INPUT FOR THIS TASK: Begin
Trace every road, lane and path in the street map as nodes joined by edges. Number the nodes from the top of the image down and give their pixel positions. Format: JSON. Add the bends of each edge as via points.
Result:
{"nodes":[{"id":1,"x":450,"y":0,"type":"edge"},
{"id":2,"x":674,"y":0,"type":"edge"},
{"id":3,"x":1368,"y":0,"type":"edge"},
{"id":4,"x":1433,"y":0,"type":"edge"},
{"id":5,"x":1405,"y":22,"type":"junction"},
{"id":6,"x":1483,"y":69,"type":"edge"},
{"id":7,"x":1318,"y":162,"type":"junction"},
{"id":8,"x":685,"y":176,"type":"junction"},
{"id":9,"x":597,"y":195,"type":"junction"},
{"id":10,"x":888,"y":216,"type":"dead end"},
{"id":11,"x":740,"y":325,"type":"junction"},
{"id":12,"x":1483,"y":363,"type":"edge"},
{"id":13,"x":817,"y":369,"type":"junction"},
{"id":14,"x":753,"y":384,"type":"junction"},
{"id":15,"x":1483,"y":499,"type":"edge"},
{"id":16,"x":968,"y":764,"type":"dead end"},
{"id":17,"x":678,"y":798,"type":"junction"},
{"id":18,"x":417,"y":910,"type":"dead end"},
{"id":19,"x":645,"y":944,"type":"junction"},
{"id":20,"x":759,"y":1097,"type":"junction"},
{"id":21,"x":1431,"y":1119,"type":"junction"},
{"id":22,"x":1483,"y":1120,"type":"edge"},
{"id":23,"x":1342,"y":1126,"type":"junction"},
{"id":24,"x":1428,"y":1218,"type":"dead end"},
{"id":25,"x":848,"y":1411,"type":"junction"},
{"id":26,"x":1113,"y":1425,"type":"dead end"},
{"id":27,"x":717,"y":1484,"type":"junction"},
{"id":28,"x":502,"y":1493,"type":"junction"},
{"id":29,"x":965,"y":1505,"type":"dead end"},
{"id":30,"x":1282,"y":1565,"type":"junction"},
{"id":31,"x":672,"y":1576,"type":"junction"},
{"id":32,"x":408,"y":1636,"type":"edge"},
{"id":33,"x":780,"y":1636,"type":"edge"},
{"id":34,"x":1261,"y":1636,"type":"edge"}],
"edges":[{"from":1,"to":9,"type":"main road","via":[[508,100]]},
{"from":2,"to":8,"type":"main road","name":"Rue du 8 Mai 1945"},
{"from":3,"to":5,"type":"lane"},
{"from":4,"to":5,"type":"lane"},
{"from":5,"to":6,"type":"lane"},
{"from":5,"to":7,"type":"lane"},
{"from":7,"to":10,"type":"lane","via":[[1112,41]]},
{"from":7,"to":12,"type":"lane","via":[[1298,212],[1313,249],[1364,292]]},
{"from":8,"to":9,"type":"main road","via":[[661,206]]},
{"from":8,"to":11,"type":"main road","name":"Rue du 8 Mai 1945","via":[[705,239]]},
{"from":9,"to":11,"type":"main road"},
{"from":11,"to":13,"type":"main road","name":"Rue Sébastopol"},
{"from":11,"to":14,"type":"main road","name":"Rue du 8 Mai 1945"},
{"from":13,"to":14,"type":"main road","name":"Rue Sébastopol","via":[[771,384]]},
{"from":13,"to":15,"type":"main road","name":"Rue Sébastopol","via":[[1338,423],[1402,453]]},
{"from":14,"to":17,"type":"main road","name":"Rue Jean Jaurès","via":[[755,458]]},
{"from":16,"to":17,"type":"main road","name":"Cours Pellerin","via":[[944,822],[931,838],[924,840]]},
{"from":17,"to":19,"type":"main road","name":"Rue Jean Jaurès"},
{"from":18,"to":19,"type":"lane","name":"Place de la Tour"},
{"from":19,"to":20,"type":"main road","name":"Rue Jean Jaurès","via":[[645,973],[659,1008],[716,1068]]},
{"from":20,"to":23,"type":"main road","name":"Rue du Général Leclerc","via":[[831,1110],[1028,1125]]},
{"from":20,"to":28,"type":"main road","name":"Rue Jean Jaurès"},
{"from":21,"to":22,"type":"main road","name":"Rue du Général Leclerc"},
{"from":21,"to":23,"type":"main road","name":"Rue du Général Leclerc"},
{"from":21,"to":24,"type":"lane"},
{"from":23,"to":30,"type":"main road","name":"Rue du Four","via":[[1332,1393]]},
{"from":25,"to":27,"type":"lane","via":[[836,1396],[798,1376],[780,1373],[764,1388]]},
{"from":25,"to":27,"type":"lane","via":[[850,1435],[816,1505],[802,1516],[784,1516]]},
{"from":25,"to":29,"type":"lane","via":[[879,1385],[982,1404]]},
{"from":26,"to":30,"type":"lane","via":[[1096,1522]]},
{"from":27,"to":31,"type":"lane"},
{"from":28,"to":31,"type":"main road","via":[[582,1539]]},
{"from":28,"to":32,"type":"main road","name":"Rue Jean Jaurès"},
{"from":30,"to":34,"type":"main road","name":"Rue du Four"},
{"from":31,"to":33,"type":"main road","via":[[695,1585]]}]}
INPUT FOR THIS TASK: End
**PROBLEM REQUIREMENTS**
Look through the entries above, find each line containing "Jean", and copy it.

**FINAL ANSWER**
{"from":14,"to":17,"type":"main road","name":"Rue Jean Jaurès","via":[[755,458]]},
{"from":17,"to":19,"type":"main road","name":"Rue Jean Jaurès"},
{"from":19,"to":20,"type":"main road","name":"Rue Jean Jaurès","via":[[645,973],[659,1008],[716,1068]]},
{"from":20,"to":28,"type":"main road","name":"Rue Jean Jaurès"},
{"from":28,"to":32,"type":"main road","name":"Rue Jean Jaurès"},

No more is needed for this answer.